ACTIVITY. Where the data below has the string "ซอยประชาสงเคราห", return the whole line.

Collected data:
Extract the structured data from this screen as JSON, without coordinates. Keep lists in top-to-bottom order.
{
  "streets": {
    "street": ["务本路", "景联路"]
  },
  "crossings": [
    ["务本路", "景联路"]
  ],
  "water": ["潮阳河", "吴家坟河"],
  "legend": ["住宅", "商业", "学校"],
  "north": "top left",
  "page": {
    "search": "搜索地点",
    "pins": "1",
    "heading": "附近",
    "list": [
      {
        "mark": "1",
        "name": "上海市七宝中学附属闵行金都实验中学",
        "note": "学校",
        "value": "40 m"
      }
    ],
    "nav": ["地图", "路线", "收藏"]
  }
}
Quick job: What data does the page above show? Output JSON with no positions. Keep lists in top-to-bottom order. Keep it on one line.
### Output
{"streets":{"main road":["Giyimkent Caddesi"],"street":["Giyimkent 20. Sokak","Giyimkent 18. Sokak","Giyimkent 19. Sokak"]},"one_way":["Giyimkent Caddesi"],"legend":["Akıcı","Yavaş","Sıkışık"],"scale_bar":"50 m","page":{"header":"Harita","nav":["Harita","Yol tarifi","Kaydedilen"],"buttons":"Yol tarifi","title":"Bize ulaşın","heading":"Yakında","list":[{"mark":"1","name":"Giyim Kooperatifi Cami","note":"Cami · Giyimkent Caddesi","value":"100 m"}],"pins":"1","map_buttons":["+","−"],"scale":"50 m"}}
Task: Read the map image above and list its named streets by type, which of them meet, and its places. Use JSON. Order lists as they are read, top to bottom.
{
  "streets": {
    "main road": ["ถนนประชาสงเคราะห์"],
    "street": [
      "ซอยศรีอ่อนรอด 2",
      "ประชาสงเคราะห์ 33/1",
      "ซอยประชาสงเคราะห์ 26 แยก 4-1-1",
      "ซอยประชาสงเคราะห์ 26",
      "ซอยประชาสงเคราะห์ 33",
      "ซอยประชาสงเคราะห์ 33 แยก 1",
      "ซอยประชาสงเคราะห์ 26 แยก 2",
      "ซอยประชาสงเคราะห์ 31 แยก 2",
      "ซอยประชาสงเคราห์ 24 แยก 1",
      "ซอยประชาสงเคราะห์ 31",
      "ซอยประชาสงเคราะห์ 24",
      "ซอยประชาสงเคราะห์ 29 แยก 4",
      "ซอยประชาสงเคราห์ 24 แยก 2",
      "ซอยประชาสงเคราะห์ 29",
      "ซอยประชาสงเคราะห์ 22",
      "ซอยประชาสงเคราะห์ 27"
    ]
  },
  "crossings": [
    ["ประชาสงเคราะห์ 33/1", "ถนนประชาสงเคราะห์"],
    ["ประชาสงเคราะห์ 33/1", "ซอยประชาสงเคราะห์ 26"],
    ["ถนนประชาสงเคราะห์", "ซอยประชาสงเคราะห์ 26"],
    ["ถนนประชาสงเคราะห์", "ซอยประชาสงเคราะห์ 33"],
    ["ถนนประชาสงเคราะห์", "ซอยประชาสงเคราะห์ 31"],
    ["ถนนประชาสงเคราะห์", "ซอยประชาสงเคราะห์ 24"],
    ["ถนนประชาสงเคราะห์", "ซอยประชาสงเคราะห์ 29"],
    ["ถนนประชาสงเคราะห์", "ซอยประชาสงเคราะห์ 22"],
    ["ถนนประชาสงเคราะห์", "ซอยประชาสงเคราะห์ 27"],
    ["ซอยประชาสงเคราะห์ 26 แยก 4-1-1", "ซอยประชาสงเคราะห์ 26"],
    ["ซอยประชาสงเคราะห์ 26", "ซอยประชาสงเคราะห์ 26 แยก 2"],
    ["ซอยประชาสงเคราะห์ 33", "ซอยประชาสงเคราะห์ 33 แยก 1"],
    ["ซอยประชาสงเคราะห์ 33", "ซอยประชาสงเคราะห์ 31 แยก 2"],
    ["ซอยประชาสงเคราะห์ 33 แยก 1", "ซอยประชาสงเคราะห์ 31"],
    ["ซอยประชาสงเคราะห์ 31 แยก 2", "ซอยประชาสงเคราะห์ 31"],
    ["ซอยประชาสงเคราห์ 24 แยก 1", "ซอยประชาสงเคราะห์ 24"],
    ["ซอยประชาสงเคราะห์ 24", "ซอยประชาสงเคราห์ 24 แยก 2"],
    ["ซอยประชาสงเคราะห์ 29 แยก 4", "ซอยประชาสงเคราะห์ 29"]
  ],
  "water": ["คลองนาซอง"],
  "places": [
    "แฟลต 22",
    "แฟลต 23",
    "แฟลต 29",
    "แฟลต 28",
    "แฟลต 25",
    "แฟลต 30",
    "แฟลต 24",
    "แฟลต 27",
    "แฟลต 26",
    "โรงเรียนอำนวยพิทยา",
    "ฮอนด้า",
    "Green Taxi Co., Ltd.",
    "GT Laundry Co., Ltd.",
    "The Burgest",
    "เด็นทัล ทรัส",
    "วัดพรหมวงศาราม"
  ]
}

PROBLEM SOLUTION.
      "ซอยประชาสงเคราห์ 24 แยก 1",
      "ซอยประชาสงเคราห์ 24 แยก 2",
    ["ซอยประชาสงเคราห์ 24 แยก 1", "ซอยประชาสงเคราะห์ 24"],
    ["ซอยประชาสงเคราะห์ 24", "ซอยประชาสงเคราห์ 24 แยก 2"],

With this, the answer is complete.